Define the meaning of success: Reflect on what matters most to you, and ask: How will you know you have achieved your goal? What will be different? Having clarity of what you expect will enable you to identify the steps to take to make progress towards your goal. 

Focus on the process: When we focus on results, we realise how much we still have to do lowering our motivation because we notice the gap between our hoped-for future and the current situation. We experience more stress when we focus on what we cannot control. Instead, our concentration improves when focus on what we need to do to make progress with the task.
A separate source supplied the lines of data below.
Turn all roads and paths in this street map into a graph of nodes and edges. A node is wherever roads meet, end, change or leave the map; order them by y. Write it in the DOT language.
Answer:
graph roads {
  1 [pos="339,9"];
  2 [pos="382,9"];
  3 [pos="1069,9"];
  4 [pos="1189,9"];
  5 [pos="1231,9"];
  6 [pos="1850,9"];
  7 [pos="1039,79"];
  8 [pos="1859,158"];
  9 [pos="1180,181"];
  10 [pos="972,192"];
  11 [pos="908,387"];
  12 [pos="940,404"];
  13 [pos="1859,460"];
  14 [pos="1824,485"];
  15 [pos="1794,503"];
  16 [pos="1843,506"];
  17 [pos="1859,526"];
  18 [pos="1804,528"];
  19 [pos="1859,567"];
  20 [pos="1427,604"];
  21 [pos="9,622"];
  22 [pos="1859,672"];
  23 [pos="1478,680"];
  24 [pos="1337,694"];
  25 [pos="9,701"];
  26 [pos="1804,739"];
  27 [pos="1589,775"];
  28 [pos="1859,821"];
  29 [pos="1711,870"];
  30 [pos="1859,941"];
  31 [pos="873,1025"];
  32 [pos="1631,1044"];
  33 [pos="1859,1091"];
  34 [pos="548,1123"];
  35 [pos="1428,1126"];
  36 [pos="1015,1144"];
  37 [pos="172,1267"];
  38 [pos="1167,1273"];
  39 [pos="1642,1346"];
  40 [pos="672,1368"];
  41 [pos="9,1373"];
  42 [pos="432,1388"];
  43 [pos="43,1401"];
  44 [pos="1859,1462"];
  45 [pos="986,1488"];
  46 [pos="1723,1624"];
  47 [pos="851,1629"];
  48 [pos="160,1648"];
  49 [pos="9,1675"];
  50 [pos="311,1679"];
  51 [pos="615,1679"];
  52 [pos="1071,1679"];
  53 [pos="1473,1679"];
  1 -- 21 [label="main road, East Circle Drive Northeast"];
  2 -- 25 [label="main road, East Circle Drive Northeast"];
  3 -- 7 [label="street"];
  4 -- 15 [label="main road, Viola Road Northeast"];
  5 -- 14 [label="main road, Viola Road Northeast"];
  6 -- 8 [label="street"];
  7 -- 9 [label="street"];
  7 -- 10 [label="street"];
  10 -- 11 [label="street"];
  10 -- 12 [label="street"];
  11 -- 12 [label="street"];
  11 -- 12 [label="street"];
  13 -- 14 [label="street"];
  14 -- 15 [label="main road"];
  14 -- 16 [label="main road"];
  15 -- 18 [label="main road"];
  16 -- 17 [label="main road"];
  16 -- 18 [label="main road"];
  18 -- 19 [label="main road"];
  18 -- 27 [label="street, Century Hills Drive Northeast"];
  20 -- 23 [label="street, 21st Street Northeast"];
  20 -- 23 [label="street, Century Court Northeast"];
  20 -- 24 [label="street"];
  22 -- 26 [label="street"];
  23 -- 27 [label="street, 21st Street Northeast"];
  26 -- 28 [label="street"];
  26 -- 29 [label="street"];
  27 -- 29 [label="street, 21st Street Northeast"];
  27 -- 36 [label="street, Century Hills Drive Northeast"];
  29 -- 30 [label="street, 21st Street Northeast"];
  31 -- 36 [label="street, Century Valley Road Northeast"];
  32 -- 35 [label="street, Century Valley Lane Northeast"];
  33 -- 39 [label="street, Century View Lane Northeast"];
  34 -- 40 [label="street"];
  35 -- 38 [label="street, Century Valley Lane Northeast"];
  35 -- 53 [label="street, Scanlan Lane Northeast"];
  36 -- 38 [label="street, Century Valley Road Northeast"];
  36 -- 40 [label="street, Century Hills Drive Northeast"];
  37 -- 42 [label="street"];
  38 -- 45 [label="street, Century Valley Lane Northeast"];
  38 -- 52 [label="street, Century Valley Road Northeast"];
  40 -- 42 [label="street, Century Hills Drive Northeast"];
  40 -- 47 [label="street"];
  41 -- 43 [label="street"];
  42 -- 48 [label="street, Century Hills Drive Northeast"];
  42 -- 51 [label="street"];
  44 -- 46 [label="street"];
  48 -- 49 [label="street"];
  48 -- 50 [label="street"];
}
To prevent feeling demotivated, focus on what you have achieved, and working in incremental steps. Keeping track of our progress can boost confidence and motivation to persevere with our efforts (Dweck, 2017).

Develop your sense of self-efficacy: we can manage challenges when we can trust our ability to learn and persevere with tasks. Self-efficacy refers to the belief in our ability to handle situations and trust that we can achieve our goals with our effort.

As Dweck (2017) identified, it is essential to emphasise effort over ability. We can persevere with a task when we can see the hard work relates to the task, so the challenge motivates us (Bandura, 1997).

Practice self-compassion: When you notice your imagination running ahead, anticipating negative scenarios, remind yourself that our brain is designed to predict potential problems to prepare for them. When we have “What-if” thoughts, it does not mean that we will fail. Instead, view these thoughts as just thoughts, not facts.

Then bring your attention back to what you are working on, and focus on the next step. Self-compassion can reduce negative self-talk, allowing us to make progress with the task (Neff, 2011).

Maintain healthy habits: We need to maintain our energy to manage our emotions and persevere with our efforts. When we imagine the possibility of failure, it can trigger the stress response to prepare us to deal with the situation, so taking time to breathe and reflect will help manage the tension.

Developing a flexible attitude and having an open mind will help look for alternatives to problem-solve and move forward (David, 2016). Dedicate time to self-care by prioritising healthy habits to restore energy, such as protecting sleep time, eating healthy foods, taking breaks and connecting with family and friends.

 

 

 

References:

Bandura, A. (1997) Self-Efficacy. The exercise of control. New York: W.H. Freeman and Company..

David, S. (2016) Emotional agility. Get unstuck, embrace change and thrive in work and life. London: Penguin Books.

Dweck, C. (2017) Mindset. Changing the way you think to fulfil your potential. Updated edition. New York: Ballantine Books.

Gilovich, T. & Medvec, V.H.(1995) The experience of regret: What, when, and why. Psychological review, Vol 102 (2), 379-395. American Psychological Association Inc. 

Neff, K. (2011). Self-compassion: Stop beating yourself up and leave insecurity behind. New York, NY: William Morrow.

Oettingen, G. (2015) Rethinking positive thinking. Inside the new science of motivation. New York: Current.

Pink, D. (2009) Drive. The surprising truth about what motivates us. Edinburgh: Canongate.

Pink, D. (2022) The power of regret. How looking backward moves us forward. Edinburgh: Cannongate.